Is there a problem with political polling?

There is growing concern about political polling.

The Australian election result a week ago defied the polls. The Brexit referendum, Donald Trump elected president of the USA and the New Zealand election in 2017 all delivered different results to what polls were predicting.

I think the biggest problem here is the word ‘predicting’. Media has become obsessed with trying to predict election results. Polls are only designed to be approximate snapshots of voter leaning or intent, with typical statistical margins of error of 3-4% (as at the time the poll was taken, not on the election date).

ODT:  Is there a political polling problem?

In each of these examples, the Left has appeared stronger in polling data than the Right and, more importantly, the Left has polled higher than what the electorate has ultimately delivered.

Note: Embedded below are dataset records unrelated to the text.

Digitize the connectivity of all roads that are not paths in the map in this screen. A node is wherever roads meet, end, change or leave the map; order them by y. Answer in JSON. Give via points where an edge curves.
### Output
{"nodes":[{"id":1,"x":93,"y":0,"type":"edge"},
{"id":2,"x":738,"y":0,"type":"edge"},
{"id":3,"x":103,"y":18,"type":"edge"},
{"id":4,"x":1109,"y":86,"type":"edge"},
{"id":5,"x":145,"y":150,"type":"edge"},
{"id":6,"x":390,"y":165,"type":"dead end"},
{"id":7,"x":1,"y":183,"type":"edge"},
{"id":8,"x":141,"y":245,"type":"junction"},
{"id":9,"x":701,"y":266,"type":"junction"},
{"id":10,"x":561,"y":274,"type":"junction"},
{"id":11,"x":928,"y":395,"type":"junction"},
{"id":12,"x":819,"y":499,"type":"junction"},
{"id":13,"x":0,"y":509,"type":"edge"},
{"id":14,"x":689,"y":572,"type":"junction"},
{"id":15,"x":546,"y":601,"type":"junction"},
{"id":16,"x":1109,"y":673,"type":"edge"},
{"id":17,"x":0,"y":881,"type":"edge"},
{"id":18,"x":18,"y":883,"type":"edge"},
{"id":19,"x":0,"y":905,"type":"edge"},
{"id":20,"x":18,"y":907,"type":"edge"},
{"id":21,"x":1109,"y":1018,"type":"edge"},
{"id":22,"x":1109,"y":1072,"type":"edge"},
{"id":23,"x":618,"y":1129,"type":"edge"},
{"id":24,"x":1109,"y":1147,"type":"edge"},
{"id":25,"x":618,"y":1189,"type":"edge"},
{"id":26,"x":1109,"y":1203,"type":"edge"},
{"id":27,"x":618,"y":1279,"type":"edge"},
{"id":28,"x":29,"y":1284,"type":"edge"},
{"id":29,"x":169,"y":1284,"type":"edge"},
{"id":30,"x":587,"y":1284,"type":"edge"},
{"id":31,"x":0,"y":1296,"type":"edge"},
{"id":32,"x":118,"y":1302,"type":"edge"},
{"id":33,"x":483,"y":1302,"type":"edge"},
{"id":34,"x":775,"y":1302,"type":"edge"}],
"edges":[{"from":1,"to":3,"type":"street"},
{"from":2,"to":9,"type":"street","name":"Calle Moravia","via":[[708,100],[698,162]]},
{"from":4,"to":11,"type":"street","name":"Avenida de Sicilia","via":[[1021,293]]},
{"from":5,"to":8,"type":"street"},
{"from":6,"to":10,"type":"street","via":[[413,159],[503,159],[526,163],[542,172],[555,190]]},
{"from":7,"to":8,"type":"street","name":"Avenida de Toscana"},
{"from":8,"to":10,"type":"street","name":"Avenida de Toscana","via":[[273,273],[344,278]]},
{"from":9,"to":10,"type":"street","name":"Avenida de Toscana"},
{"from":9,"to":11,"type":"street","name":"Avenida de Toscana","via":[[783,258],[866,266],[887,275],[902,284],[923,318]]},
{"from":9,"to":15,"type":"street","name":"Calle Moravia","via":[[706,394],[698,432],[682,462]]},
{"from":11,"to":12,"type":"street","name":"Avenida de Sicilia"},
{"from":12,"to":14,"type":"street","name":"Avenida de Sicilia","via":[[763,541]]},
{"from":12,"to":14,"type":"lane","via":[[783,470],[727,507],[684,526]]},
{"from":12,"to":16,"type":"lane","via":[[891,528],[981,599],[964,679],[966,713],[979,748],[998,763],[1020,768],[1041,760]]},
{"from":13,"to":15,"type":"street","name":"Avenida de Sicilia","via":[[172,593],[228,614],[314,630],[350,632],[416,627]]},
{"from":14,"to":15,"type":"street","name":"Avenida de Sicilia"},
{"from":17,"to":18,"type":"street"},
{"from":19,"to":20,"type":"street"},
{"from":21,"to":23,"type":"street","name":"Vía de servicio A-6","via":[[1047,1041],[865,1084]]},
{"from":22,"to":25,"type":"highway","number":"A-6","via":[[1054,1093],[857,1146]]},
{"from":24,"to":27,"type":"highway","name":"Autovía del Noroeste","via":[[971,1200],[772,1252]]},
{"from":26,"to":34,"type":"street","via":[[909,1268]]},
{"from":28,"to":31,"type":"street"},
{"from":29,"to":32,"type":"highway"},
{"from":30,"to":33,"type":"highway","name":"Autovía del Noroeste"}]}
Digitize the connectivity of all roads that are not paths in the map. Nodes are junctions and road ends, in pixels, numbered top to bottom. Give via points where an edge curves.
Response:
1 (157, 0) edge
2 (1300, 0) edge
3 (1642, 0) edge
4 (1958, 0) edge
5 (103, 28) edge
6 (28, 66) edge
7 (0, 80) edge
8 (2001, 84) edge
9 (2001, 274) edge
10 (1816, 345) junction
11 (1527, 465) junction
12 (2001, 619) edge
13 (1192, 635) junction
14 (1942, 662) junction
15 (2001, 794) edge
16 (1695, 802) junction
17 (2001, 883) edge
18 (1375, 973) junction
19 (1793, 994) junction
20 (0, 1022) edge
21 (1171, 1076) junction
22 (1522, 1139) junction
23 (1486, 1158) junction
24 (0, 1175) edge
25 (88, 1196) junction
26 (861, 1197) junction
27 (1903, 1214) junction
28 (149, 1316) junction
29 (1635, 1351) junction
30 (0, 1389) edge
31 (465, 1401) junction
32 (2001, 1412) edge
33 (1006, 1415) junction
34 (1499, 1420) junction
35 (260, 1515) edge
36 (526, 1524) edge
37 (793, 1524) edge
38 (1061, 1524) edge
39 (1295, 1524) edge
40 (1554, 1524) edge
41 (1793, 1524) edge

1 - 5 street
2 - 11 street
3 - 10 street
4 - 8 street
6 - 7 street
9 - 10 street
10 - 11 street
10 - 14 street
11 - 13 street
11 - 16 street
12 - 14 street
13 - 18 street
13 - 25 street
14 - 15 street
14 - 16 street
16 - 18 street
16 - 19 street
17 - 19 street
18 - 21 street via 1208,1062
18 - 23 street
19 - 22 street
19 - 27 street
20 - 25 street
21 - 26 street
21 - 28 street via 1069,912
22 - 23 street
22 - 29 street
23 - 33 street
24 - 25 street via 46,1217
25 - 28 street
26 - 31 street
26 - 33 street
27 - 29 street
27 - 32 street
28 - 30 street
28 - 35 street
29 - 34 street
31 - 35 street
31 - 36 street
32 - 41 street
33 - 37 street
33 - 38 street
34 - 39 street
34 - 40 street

It is worth noting that, in the above examples, polling data was very close to the final results. A little swing this way or that, added to margins of error, could be all the explanation required.

Don’t forget movement on voting intentions as voters close into making an actual decision on election day.

There is a school of thought, however, suggesting there is a trend at play here. The theory posits much of the major media organisations around the country and the world are staffed – at least on the “shop floor” – by a majority who swing left politically.

Is it possible an element of that presumed political thinking comes through in reporting?

There are two separate issues – polling, and reporting of polls.

Is it possible consumers of that news then feel it is more acceptable, when asked, to align themselves to the tone of the news stories and causes of the day, rather than more conservative views which may out them as morally outdated?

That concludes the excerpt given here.